▸ **What you are asked to do**
Give the number of lines in the entries below that hold "from", with no accompanying words.

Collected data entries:

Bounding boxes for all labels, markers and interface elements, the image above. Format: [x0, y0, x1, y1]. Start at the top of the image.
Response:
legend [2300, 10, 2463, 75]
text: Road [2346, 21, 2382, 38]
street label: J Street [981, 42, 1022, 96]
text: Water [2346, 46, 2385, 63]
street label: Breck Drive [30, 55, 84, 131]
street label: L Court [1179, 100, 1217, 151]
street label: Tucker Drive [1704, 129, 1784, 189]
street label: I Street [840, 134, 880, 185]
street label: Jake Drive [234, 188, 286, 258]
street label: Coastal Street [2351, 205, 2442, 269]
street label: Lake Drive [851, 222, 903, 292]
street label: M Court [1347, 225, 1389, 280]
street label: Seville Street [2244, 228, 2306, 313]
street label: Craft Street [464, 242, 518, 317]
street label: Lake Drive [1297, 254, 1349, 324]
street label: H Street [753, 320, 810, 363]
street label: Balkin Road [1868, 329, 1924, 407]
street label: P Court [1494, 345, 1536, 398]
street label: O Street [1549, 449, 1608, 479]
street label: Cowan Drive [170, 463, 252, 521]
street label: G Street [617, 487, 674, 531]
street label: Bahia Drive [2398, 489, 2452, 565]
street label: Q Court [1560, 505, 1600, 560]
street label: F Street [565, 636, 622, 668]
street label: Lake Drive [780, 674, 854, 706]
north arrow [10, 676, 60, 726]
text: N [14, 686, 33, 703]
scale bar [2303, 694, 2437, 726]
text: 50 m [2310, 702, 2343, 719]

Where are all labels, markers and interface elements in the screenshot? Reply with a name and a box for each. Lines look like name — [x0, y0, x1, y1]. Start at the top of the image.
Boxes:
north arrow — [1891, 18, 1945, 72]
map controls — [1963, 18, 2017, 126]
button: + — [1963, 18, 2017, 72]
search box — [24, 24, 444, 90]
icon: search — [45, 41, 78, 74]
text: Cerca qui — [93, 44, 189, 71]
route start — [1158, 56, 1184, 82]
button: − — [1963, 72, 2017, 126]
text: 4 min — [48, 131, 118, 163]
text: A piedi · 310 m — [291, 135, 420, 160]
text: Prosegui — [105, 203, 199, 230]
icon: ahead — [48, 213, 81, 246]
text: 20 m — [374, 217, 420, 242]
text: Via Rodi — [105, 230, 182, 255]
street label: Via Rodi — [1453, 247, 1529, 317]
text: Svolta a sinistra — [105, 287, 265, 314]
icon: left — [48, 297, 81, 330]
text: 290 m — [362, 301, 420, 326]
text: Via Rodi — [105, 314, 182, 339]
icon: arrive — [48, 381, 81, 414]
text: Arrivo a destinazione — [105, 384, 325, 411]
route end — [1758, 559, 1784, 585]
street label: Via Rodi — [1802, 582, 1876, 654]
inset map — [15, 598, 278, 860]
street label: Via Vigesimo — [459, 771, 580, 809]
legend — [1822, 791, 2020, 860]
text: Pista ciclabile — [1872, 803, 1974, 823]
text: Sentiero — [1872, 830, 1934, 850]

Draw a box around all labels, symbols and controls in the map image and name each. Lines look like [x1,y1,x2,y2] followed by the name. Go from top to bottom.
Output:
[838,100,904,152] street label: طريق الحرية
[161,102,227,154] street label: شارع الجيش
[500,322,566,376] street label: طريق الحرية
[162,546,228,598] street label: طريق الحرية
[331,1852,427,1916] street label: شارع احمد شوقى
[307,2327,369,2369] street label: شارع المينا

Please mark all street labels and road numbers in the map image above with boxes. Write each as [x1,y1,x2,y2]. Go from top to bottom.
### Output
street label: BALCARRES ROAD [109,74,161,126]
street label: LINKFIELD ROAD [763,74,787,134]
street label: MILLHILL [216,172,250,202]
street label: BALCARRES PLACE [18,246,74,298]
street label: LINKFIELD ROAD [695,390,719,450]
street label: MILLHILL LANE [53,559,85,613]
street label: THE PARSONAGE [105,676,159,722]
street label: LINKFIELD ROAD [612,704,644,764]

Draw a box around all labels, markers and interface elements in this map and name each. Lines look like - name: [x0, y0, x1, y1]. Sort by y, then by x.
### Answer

▸ **Result of the task**
2